Top of Entries supplied
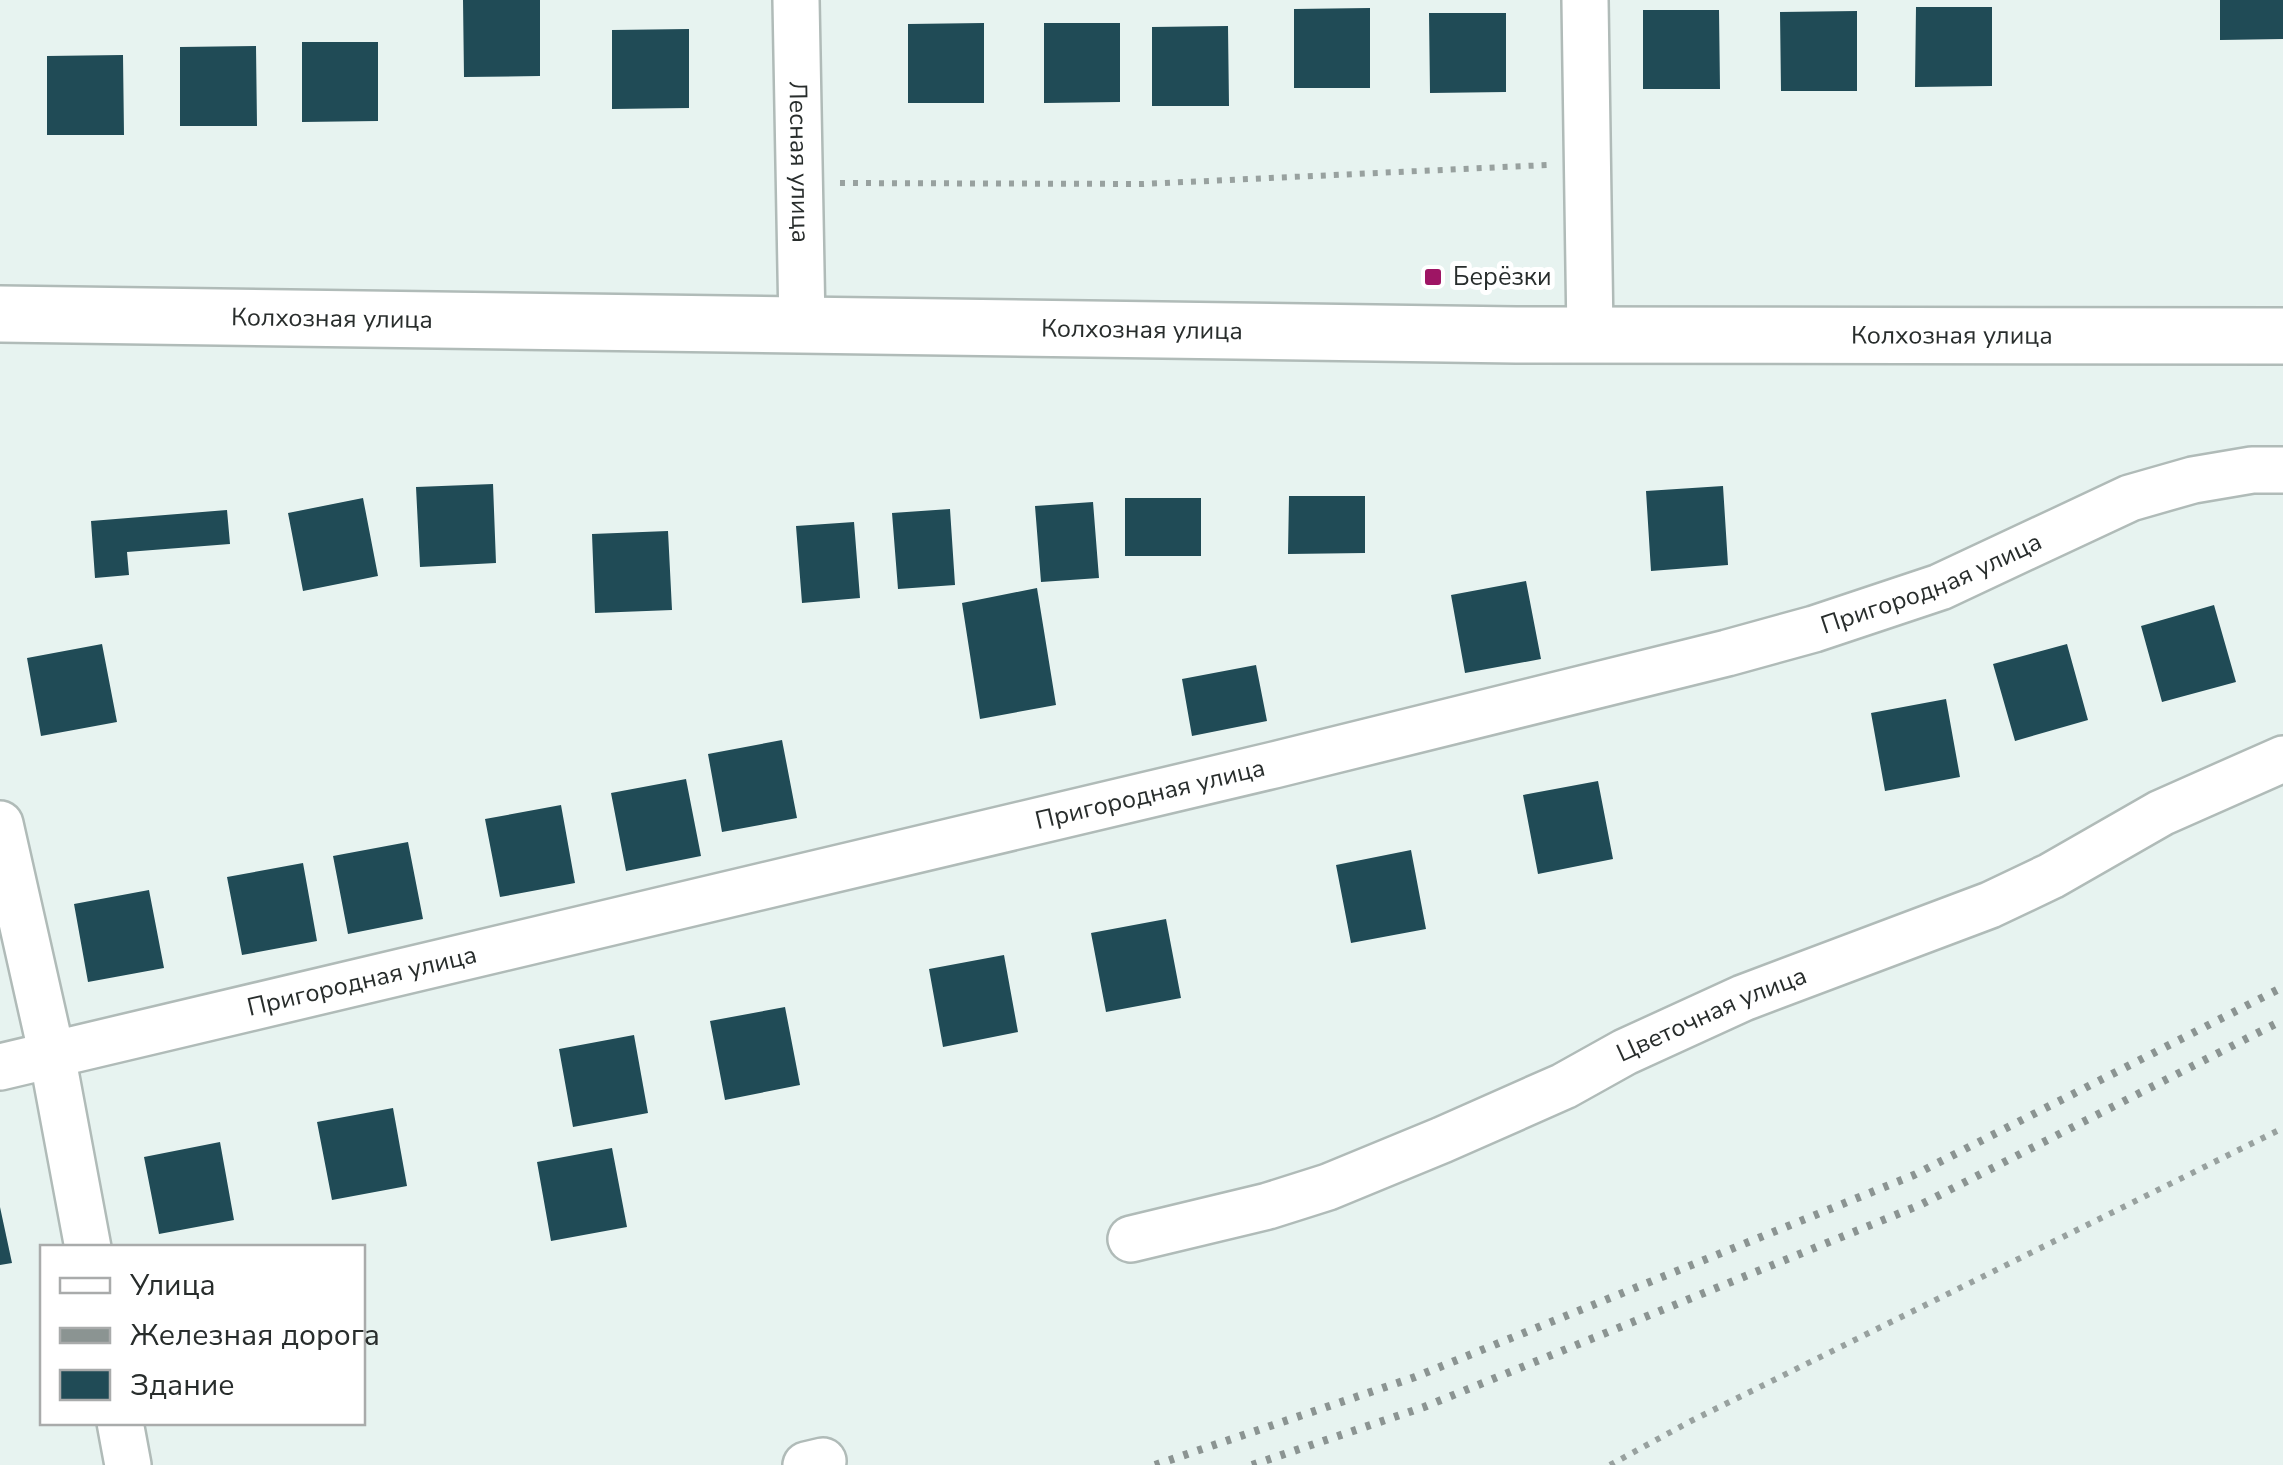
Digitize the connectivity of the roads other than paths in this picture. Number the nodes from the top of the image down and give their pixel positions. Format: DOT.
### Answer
Bottom of Entries supplied
Top of Entries supplied
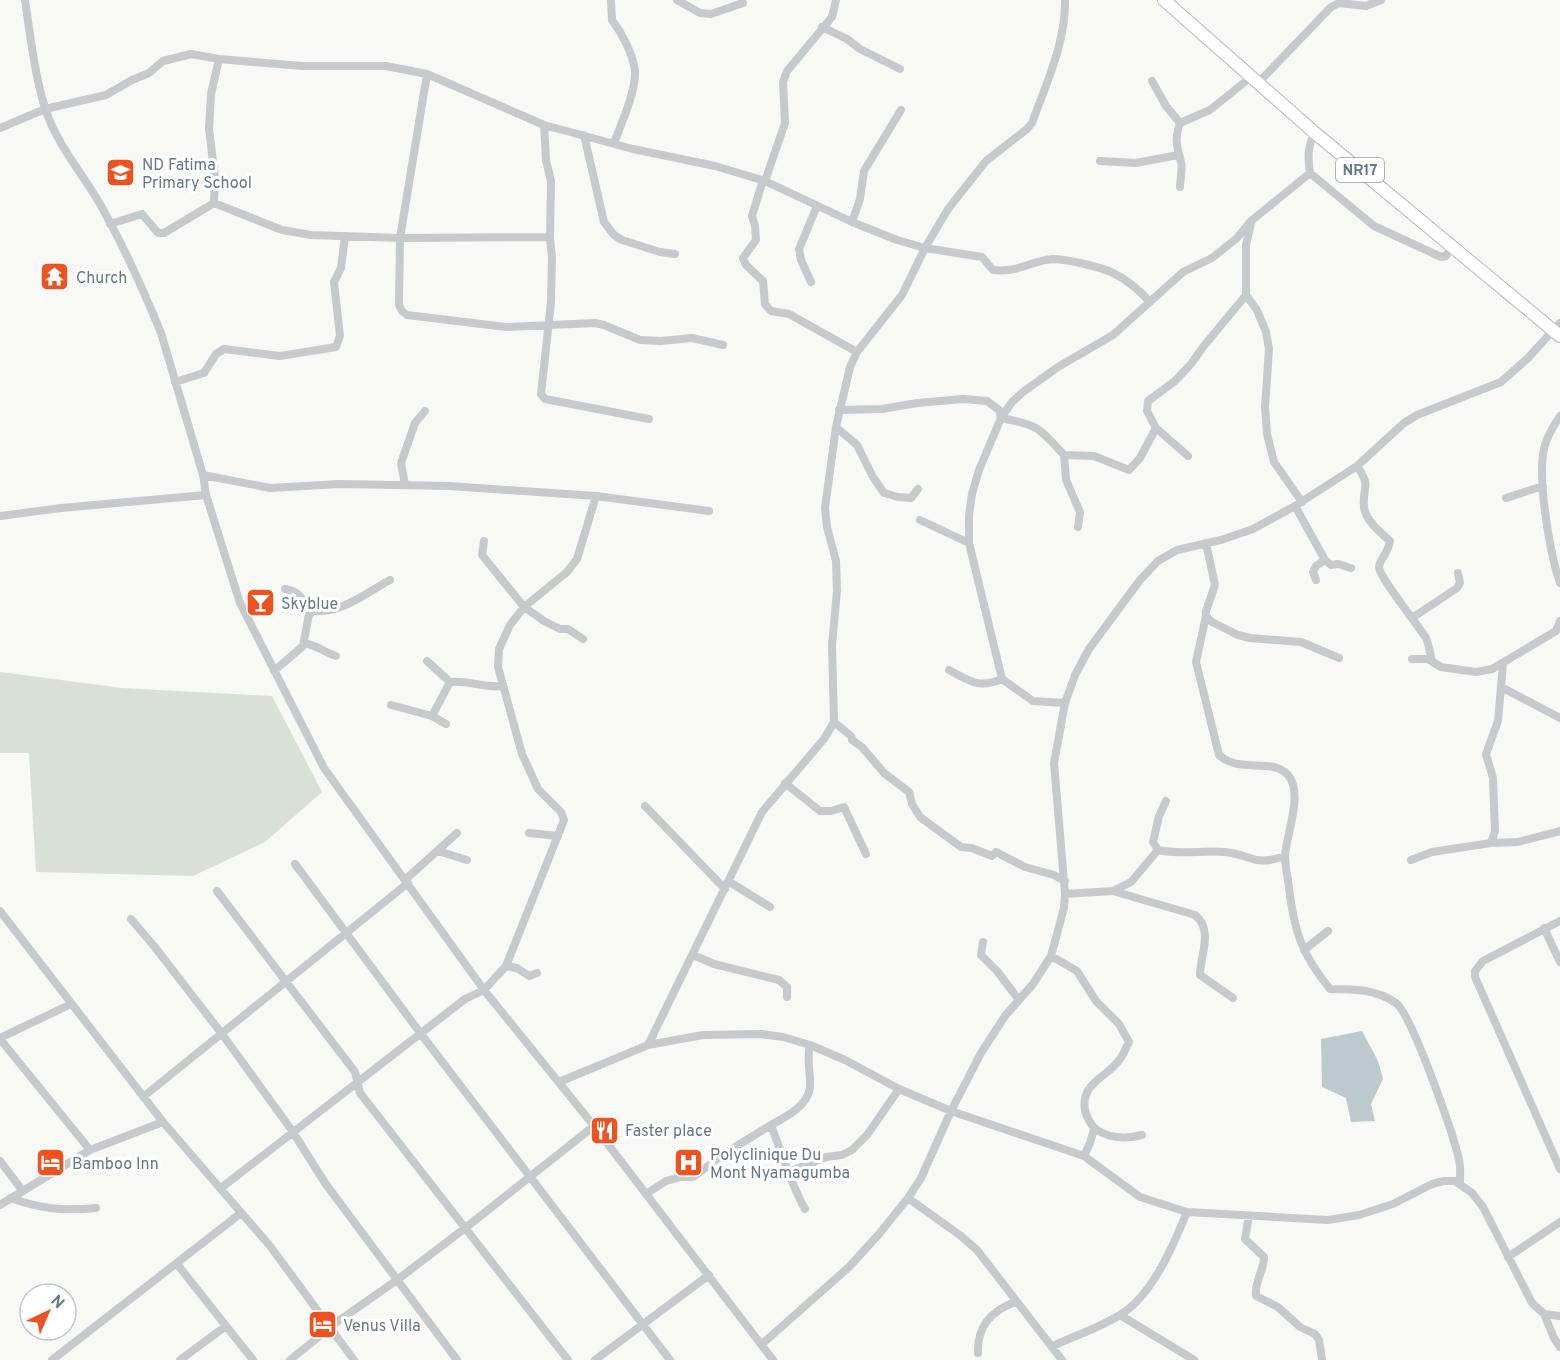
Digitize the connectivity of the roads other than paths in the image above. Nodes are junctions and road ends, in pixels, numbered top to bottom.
Bottom of Entries supplied
• Try it: Provide only the count of lines in the records above that hold the word "paths".

• Solution to this problem: 2